• DIRECTIONS: Leave out the images and return all the data word for word.

== THE INPUT

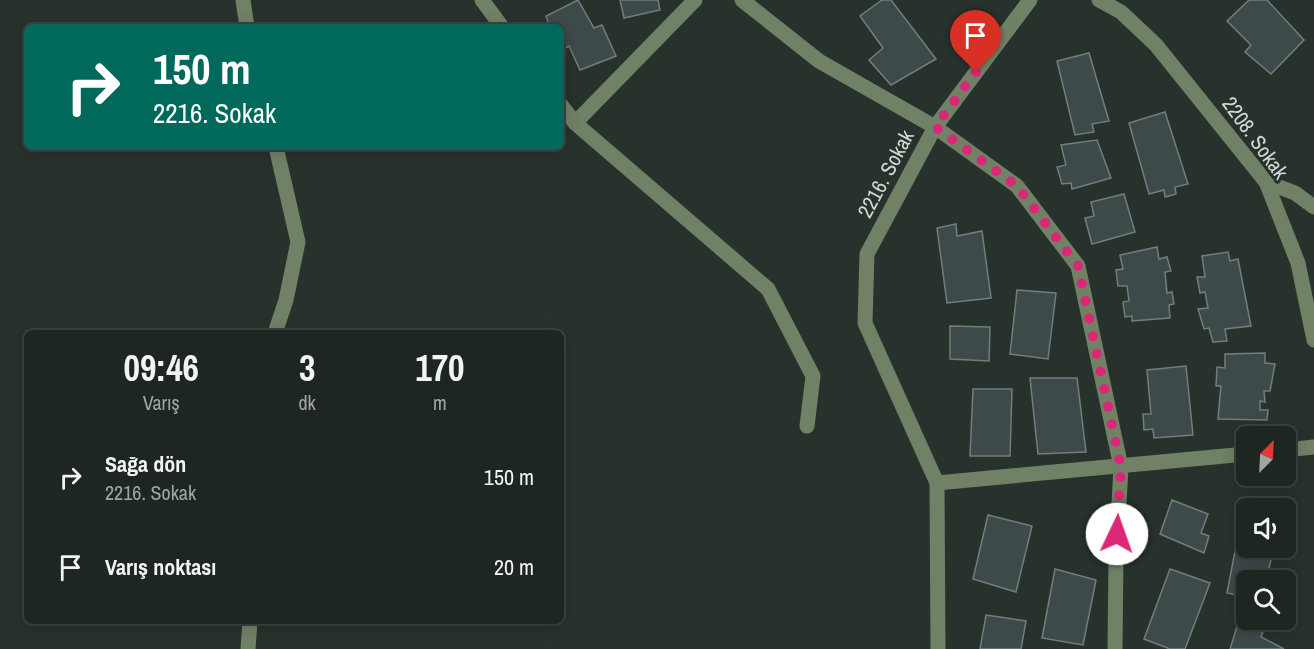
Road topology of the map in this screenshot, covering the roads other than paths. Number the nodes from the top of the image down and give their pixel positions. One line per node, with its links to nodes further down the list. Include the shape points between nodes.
1 (243, 0): 7 (street)
2 (482, 0): 8 (street)
3 (695, 0): 10 (street)
4 (742, 0): 11 (street, via 819,62)
5 (1030, 0): 11 (street, 2216. Sokak)
6 (1099, 0): 13 (street, 2208. Sokak, via 1121,12 1156,45)
7 (247, 24)
8 (500, 24)
9 (564, 109): 10 (street)
10 (575, 123): 17 (street, via 768,289 813,376)
11 (935, 127): 21 (street, via 1017,186 1078,266); 22 (street, 2216. Sokak, via 867,254 865,323)
12 (277, 150): 15 (street, via 298,242)
13 (1266, 182): 14 (street, via 1295,193); 16 (street, 2208. Sokak, via 1298,263)
14 (1314, 207)
15 (276, 330)
16 (1314, 340)
17 (807, 426)
18 (1314, 447): 19 (street)
19 (1296, 449)
20 (1236, 455): 21 (street)
21 (1121, 467): 22 (street); 26 (street)
22 (937, 483): 25 (street)
23 (250, 624): 24 (street)
24 (248, 649)
25 (938, 649)
26 (1115, 649)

====

• YOUR SOLUTION:
Road topology of the map in this screenshot, covering the roads other than paths. Number the nodes from the top of the image down and give their pixel positions. One line per node, with its links to nodes further down the list. Include the shape points between nodes.
1 (243, 0): 7 (street)
2 (482, 0): 8 (street)
3 (695, 0): 10 (street)
4 (742, 0): 11 (street, via 819,62)
5 (1030, 0): 11 (street, 2216. Sokak)
6 (1099, 0): 13 (street, 2208. Sokak, via 1121,12 1156,45)
7 (247, 24)
8 (500, 24)
9 (564, 109): 10 (street)
10 (575, 123): 17 (street, via 768,289 813,376)
11 (935, 127): 21 (street, via 1017,186 1078,266); 22 (street, 2216. Sokak, via 867,254 865,323)
12 (277, 150): 15 (street, via 298,242)
13 (1266, 182): 14 (street, via 1295,193); 16 (street, 2208. Sokak, via 1298,263)
14 (1314, 207)
15 (276, 330)
16 (1314, 340)
17 (807, 426)
18 (1314, 447): 19 (street)
19 (1296, 449)
20 (1236, 455): 21 (street)
21 (1121, 467): 22 (street); 26 (street)
22 (937, 483): 25 (street)
23 (250, 624): 24 (street)
24 (248, 649)
25 (938, 649)
26 (1115, 649)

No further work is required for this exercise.